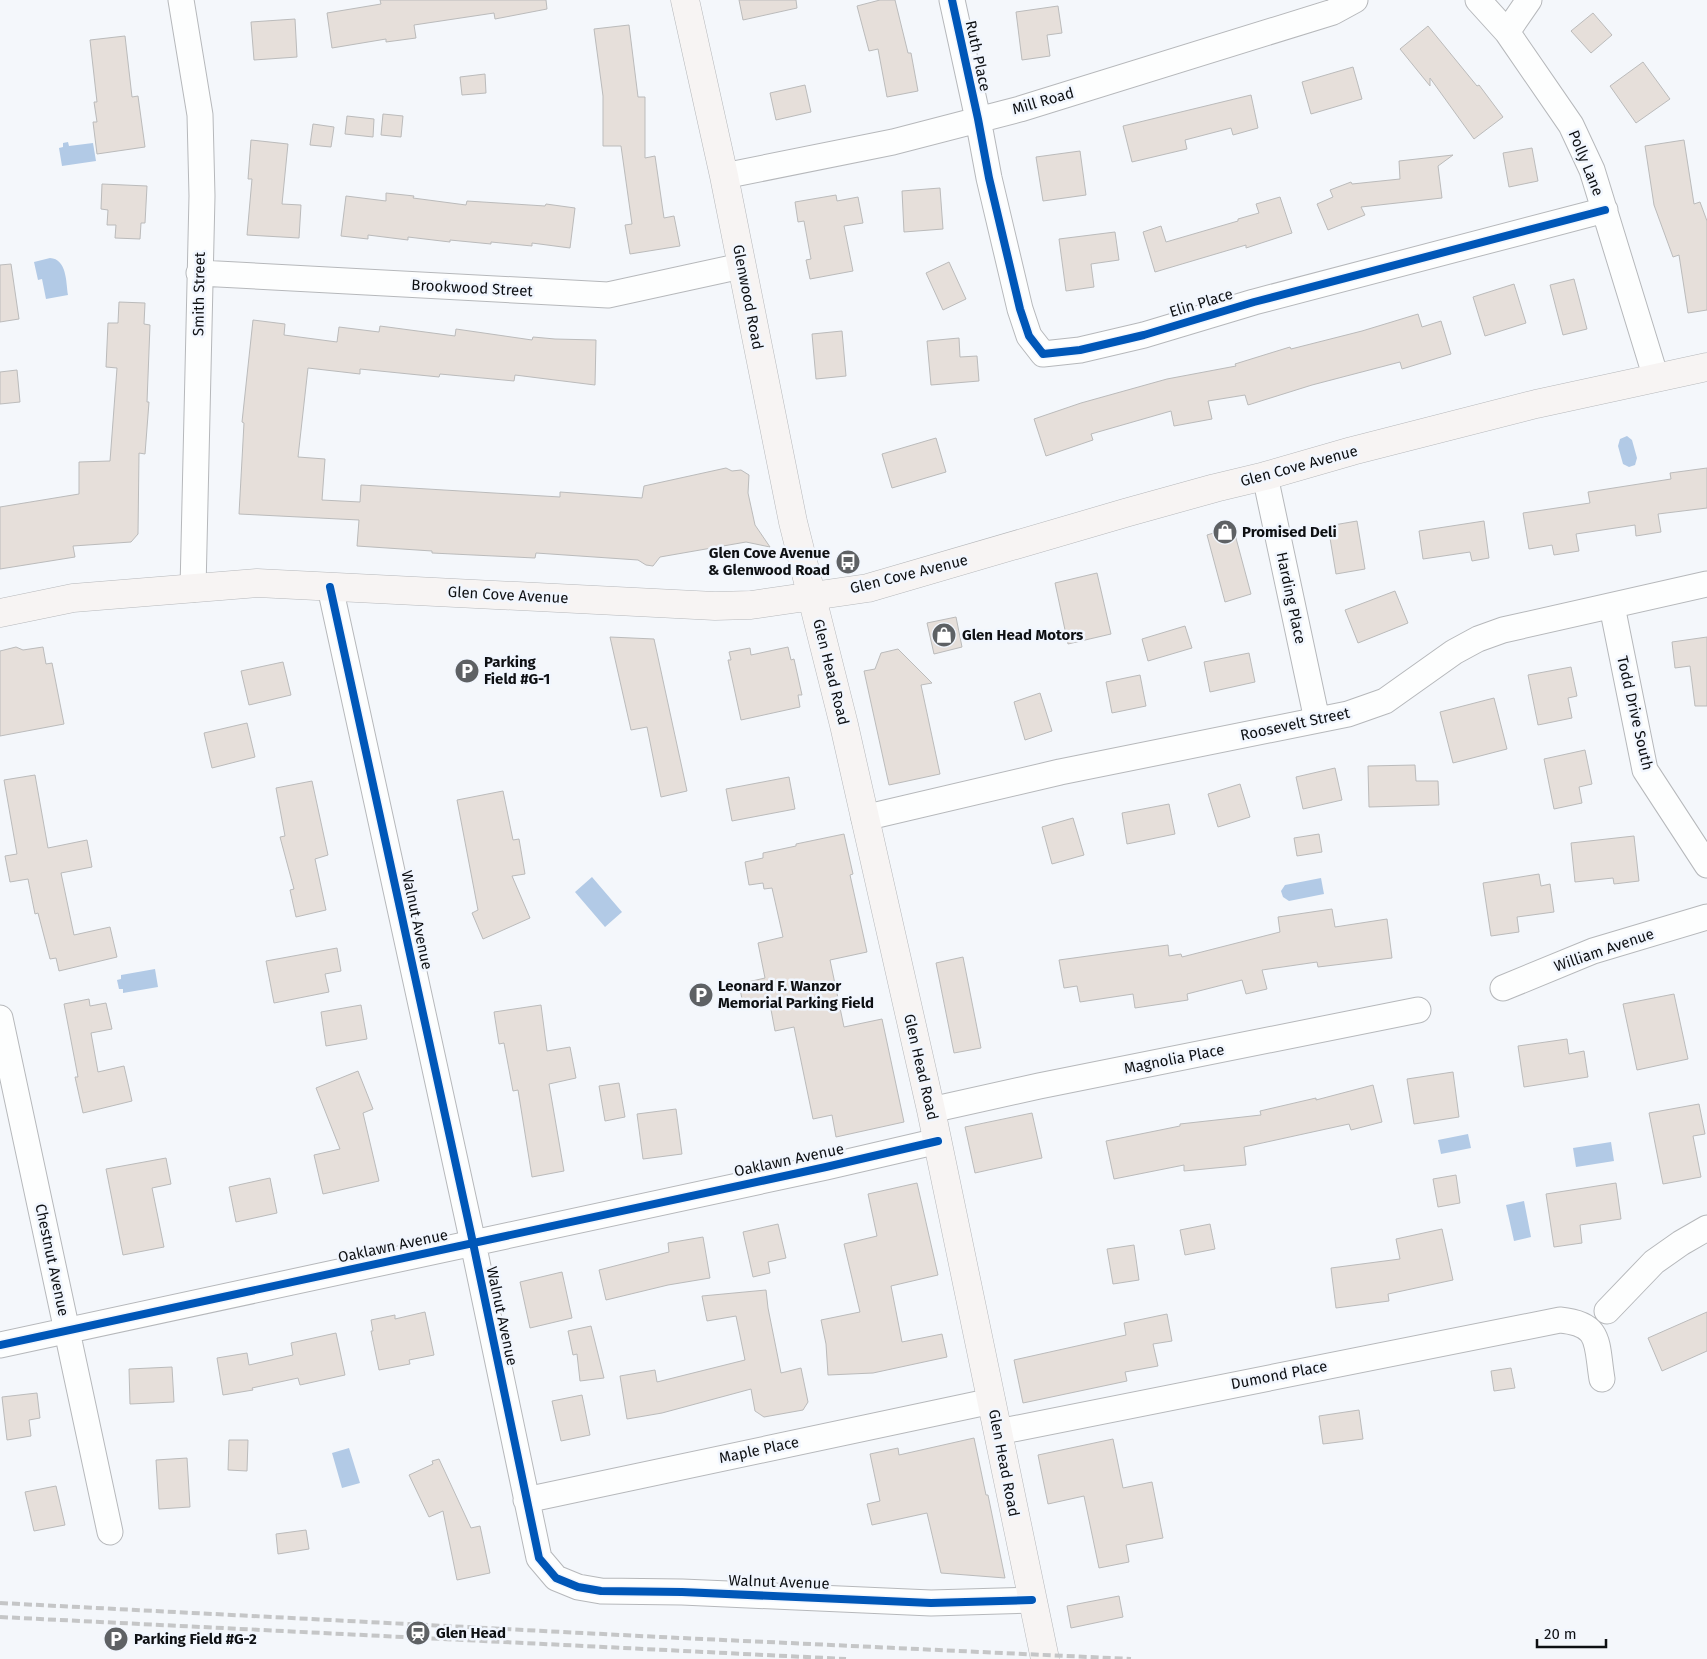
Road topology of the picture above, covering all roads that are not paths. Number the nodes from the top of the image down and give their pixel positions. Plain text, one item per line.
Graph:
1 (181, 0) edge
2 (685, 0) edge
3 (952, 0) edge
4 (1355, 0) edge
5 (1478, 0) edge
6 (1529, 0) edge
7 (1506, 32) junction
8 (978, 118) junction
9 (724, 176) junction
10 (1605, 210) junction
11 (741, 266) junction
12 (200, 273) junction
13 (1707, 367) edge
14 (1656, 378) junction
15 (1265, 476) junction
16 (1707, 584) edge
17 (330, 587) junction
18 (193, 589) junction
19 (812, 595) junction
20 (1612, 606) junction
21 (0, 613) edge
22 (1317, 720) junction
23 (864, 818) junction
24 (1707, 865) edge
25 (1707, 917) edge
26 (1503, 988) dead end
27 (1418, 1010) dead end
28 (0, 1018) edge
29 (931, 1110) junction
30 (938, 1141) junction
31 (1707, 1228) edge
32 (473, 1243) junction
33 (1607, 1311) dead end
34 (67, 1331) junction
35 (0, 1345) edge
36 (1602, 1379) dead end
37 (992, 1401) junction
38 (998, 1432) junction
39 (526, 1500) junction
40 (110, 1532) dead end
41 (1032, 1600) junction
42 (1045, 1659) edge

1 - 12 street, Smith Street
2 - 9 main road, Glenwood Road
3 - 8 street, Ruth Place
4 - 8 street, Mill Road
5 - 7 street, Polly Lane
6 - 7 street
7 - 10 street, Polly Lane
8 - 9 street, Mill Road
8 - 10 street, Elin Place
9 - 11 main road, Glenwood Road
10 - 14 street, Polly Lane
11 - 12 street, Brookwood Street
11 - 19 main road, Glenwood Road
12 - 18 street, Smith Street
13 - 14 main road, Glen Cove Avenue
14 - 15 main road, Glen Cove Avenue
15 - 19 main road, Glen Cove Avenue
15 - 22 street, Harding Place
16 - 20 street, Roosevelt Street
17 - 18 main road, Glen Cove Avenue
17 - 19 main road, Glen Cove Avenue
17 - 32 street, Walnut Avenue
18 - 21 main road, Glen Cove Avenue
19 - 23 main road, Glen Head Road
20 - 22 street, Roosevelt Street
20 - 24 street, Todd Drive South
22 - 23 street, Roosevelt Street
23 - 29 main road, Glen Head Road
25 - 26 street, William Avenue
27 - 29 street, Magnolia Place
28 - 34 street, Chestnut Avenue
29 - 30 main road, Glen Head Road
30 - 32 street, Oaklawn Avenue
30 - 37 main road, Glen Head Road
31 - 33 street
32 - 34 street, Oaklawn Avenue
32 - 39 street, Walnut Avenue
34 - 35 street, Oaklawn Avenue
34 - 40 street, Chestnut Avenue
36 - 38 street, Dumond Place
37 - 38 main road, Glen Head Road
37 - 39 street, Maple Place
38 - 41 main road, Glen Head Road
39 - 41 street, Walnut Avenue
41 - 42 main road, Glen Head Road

* **TASK TO CARRY OUT**:
Reproduce the material word for word. Skip every picture it holds.

* **OUTPUT FOR THIS TASK**:
Road topology of the picture above, covering all roads that are not paths. Number the nodes from the top of the image down and give their pixel positions. Plain text, one item per line.
Graph:
1 (181, 0) edge
2 (685, 0) edge
3 (952, 0) edge
4 (1355, 0) edge
5 (1478, 0) edge
6 (1529, 0) edge
7 (1506, 32) junction
8 (978, 118) junction
9 (724, 176) junction
10 (1605, 210) junction
11 (741, 266) junction
12 (200, 273) junction
13 (1707, 367) edge
14 (1656, 378) junction
15 (1265, 476) junction
16 (1707, 584) edge
17 (330, 587) junction
18 (193, 589) junction
19 (812, 595) junction
20 (1612, 606) junction
21 (0, 613) edge
22 (1317, 720) junction
23 (864, 818) junction
24 (1707, 865) edge
25 (1707, 917) edge
26 (1503, 988) dead end
27 (1418, 1010) dead end
28 (0, 1018) edge
29 (931, 1110) junction
30 (938, 1141) junction
31 (1707, 1228) edge
32 (473, 1243) junction
33 (1607, 1311) dead end
34 (67, 1331) junction
35 (0, 1345) edge
36 (1602, 1379) dead end
37 (992, 1401) junction
38 (998, 1432) junction
39 (526, 1500) junction
40 (110, 1532) dead end
41 (1032, 1600) junction
42 (1045, 1659) edge

1 - 12 street, Smith Street
2 - 9 main road, Glenwood Road
3 - 8 street, Ruth Place
4 - 8 street, Mill Road
5 - 7 street, Polly Lane
6 - 7 street
7 - 10 street, Polly Lane
8 - 9 street, Mill Road
8 - 10 street, Elin Place
9 - 11 main road, Glenwood Road
10 - 14 street, Polly Lane
11 - 12 street, Brookwood Street
11 - 19 main road, Glenwood Road
12 - 18 street, Smith Street
13 - 14 main road, Glen Cove Avenue
14 - 15 main road, Glen Cove Avenue
15 - 19 main road, Glen Cove Avenue
15 - 22 street, Harding Place
16 - 20 street, Roosevelt Street
17 - 18 main road, Glen Cove Avenue
17 - 19 main road, Glen Cove Avenue
17 - 32 street, Walnut Avenue
18 - 21 main road, Glen Cove Avenue
19 - 23 main road, Glen Head Road
20 - 22 street, Roosevelt Street
20 - 24 street, Todd Drive South
22 - 23 street, Roosevelt Street
23 - 29 main road, Glen Head Road
25 - 26 street, William Avenue
27 - 29 street, Magnolia Place
28 - 34 street, Chestnut Avenue
29 - 30 main road, Glen Head Road
30 - 32 street, Oaklawn Avenue
30 - 37 main road, Glen Head Road
31 - 33 street
32 - 34 street, Oaklawn Avenue
32 - 39 street, Walnut Avenue
34 - 35 street, Oaklawn Avenue
34 - 40 street, Chestnut Avenue
36 - 38 street, Dumond Place
37 - 38 main road, Glen Head Road
37 - 39 street, Maple Place
38 - 41 main road, Glen Head Road
39 - 41 street, Walnut Avenue
41 - 42 main road, Glen Head Road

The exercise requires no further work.